* _TASK TO COMPLETE_: From the first line through the last, transcribe the listing word for word.
- - -
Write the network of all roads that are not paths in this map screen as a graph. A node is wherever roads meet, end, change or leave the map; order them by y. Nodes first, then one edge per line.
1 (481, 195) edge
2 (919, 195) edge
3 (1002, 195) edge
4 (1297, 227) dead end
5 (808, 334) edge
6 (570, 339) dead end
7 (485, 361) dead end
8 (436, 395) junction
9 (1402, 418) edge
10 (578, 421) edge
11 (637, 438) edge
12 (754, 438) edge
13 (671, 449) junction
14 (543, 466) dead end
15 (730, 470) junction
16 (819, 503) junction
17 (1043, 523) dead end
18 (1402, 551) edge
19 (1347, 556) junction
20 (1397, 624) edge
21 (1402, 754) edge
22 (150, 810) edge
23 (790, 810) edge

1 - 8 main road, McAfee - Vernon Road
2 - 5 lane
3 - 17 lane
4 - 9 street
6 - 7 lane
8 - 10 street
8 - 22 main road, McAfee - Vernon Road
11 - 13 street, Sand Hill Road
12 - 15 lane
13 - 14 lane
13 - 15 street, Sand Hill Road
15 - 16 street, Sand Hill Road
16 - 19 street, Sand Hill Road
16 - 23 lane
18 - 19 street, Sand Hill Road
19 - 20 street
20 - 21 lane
- - -
* _RESPONSE AREA_:
Write the network of all roads that are not paths in this map screen as a graph. A node is wherever roads meet, end, change or leave the map; order them by y. Nodes first, then one edge per line.
1 (481, 195) edge
2 (919, 195) edge
3 (1002, 195) edge
4 (1297, 227) dead end
5 (808, 334) edge
6 (570, 339) dead end
7 (485, 361) dead end
8 (436, 395) junction
9 (1402, 418) edge
10 (578, 421) edge
11 (637, 438) edge
12 (754, 438) edge
13 (671, 449) junction
14 (543, 466) dead end
15 (730, 470) junction
16 (819, 503) junction
17 (1043, 523) dead end
18 (1402, 551) edge
19 (1347, 556) junction
20 (1397, 624) edge
21 (1402, 754) edge
22 (150, 810) edge
23 (790, 810) edge

1 - 8 main road, McAfee - Vernon Road
2 - 5 lane
3 - 17 lane
4 - 9 street
6 - 7 lane
8 - 10 street
8 - 22 main road, McAfee - Vernon Road
11 - 13 street, Sand Hill Road
12 - 15 lane
13 - 14 lane
13 - 15 street, Sand Hill Road
15 - 16 street, Sand Hill Road
16 - 19 street, Sand Hill Road
16 - 23 lane
18 - 19 street, Sand Hill Road
19 - 20 street
20 - 21 lane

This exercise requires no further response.